Лозаннский мирный договор 1923 года, призванный регулировать обмен греков на турок и христиан на мусульман, всего лишь удостоверил уже свершившийся факт. Во многих частях Анатолии бегство христианского населения началось по крайней мере за год до его подписания. Так, после поражения при Думлупынаре Третий корпус греческой армии отходил через Вифинию к Мундание совсем недалеко от Аполлонии. И наверняка многие, если не все, жившие в Аполлонии греки, опасаясь расправы, устремились вслед за армией. К ним присоединились и беженцы из большой греческой общины Бурсы. Можно узнать о том, что творилось в Вифинии, из первых рук, прочитав газетные репортажи о событиях в соседней Фракии, написанные для "Торонто стар" молодым журналистом по имени Эрнест Хемингуэй.
В заметке, датированной 20 октября 1922 года, Хемингуэй пишет:
"В бесконечном хаотическом исходе христианское население Восточной Фракии заполонило дороги в Македонию. Главная колонна, пересекающая реку Марица в Адрианополе, растянулась на двадцать миль. Двадцать миль повозок, запряженных коровами, волами и грязными буйволами. Истощенные шатающиеся мужчины, женщины и дети, закутавшись в одеяла, как слепые бредут под дождем со своими пожитками… Вот мужчина поднял одеяло над своей сидящей в повозке женой, силясь укрыть ее от проливного дождя. Посреди жуткой тишины она издает какие-то невнятные звуки. Их маленькая дочка смотрит на мать с ужасом и вдруг начинает плакать. А колонна продолжает идти…"

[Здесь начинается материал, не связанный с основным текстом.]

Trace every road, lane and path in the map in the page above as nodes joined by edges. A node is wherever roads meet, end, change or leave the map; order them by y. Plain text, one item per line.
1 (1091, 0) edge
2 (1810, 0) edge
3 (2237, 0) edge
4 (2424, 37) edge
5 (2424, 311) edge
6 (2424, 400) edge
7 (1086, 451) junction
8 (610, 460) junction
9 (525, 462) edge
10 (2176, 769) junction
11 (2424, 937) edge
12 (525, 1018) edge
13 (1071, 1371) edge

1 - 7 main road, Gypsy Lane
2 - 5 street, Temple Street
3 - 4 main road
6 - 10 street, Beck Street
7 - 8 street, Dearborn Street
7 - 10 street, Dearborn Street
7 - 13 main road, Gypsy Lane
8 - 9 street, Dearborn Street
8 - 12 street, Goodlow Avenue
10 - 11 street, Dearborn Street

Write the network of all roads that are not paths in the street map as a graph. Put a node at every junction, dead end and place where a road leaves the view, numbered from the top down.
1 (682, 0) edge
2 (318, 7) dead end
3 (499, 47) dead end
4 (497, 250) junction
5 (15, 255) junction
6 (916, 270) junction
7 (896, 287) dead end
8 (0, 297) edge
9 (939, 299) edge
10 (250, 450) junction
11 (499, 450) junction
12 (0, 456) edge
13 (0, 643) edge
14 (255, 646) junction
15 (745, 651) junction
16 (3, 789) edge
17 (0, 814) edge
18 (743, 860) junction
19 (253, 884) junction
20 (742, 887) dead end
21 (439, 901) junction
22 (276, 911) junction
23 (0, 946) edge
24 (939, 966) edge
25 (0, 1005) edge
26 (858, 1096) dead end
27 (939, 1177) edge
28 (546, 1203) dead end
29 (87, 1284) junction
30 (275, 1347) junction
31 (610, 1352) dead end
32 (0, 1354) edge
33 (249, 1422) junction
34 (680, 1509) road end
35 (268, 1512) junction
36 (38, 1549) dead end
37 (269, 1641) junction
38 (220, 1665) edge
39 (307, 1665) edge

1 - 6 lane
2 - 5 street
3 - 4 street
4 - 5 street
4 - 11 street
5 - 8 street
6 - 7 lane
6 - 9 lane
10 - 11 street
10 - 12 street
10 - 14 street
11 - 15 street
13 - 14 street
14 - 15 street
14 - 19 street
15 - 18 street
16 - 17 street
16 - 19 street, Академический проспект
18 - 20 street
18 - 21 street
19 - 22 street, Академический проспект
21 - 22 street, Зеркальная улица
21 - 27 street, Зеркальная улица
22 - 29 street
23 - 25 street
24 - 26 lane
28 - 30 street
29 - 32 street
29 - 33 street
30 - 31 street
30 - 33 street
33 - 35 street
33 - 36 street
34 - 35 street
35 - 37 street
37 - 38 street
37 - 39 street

Насильственные миграции 1922–1923 годов затронули около двух миллионов человек, включая триста девяносто тысяч изгнанных из Греции мусульман, а также один миллион двести пятьдесят тысяч греков и сто тысяч армян, изгнанных из Анатолии и Фракии. За один год население Греции увеличилось на треть. Никто не знает, сколько людей умерло в пути или не выдержало голода и болезней после того, как они уже достигли "безопасной" территории. Анатолийские греки никогда не считали Грецию своей родиной. Они так долго жили среди турок, что многие из них даже не говорили по-гречески. Их предки населяли Анатолию более двух тысяч лет; они построили там города и великое множество храмов и монастырей. Даже после завоевания при достаточно терпимом правлении сельджукских и османских султанов многие из них процветали, но все это кончилось этническими чистками, мучительно напоминающими то, что случилось семьдесят лет спустя.
Входные двери церкви Аполлонии завалены грудами камней и валежником, а сама она служит приютом стаду недавно остриженных овец, напоминая опустевший сарай, в котором остатки крыши едва держатся на грубых деревянных столбах. Эта развалина, лишенная малейшего намека на красоту и благородство, напоена горечью тех мест, где на памяти еще живущих привычный ход жизни внезапно оборвался. Когда мы собирались уходить, аист взмыл над нашими головами и, приземлившись в верхней точке церковного фронтона, сложил свои гигантские крылья и превратился в неподвижное подобие шпиля.
За церковью улица делает поворот, и здесь я впервые сумел оценить красоту Аполлонии в целом. По ту сторону безмятежной водной равнины, усеянной синими и красными рыбацкими лодками, виднелся остров с прижавшимися друг к другу красно-черепичными крышами, проколотый там и сям кипарисами и окруженный разрушенными башнями.